The word medieval generally evokes a sense of ancient oddities. If one were to truly analyze a painting from the era, or a stitch in some thick, dust-riddled pastoral needlepoint, it would become apparent that two elements stand out: romanticism and madness. What better recipe could there be for storytelling? This is how things become preserved—not through importance, but through intrigue. It is how some stories become classics while others fade into history. In an era of frenzied social media, where trends phase out quicker than most can join the latest unfashionable fad, period-centric aesthetics remain marketable.

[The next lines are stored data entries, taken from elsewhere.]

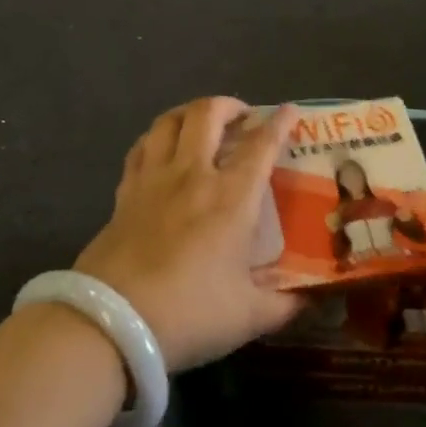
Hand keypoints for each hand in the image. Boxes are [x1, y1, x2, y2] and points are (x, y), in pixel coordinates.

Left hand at [76, 98, 302, 371]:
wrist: (112, 322)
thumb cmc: (190, 313)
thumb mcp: (249, 316)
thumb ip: (285, 305)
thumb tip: (313, 299)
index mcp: (231, 197)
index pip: (261, 145)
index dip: (280, 123)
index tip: (291, 111)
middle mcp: (192, 175)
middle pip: (208, 114)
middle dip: (229, 105)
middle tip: (243, 116)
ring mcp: (153, 179)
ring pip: (169, 121)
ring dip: (190, 112)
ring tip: (202, 121)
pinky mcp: (124, 191)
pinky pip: (141, 147)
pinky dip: (156, 137)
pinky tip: (160, 148)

We have seen the rise in “y2k” and its predecessors, ‘90s grunge or the bohemian eccentricity that recalls designs of the late 60s, but the Middle Ages are making a comeback a mere few centuries later. It would be too easy to claim that this fascination has always been in popular culture because we have seldom seen such a wealth of fantasy and folklore inspiration in the past. Nowadays, it will be challenging to find stories that aren’t rich in folk tales, like that of studio house A24 and how most of their films reflect primordial narratives.
One such film was the recent Arthurian reimagining, The Green Knight directed by David Lowery. Starring Dev Patel, Alicia Vikander, and Joel Edgerton, the story recounts a Middle English poem about Sir Gawain, one of King Arthur’s knights. While this film received mixed reviews, the outcry of the displeased was mostly due to a misunderstanding of plot. We have become so accustomed to brutality and fast action in film that when a trailer promotes visuals of swords and prophecies, some are going to be disappointed if the movie does not provide the same fervor as acclaimed television and book series Game of Thrones. The film follows as such; upon accepting a foolish challenge, Gawain beheads a mysterious half-tree creature known as the Green Knight and falls into a worrisome bargain. Now he must seek the knight a year later so that his opponent can return the favor in chopping off Gawain’s head. Lacking the same mystical properties as the Green Knight, Gawain suffers through twelve months of mentally preparing to die. The ending, however, will leave audiences who have not been introduced to this eldritch tale, disgruntled. In an interview with Vogue, the film’s costume designer Malgosia Turzanska said she was drawn to “the multidimensional nature of the story—these ideas of the self, free will, faith, and fate (Turzanska, 2020).” This is no common gore galore, this is an emphasis on cautionary tales as being told through a heartwarmingly honest perspective. Although this is the first time we see a story of knights in a lighthearted fashion, other pseudo-medieval stories such as Game of Thrones still rank high on the charts.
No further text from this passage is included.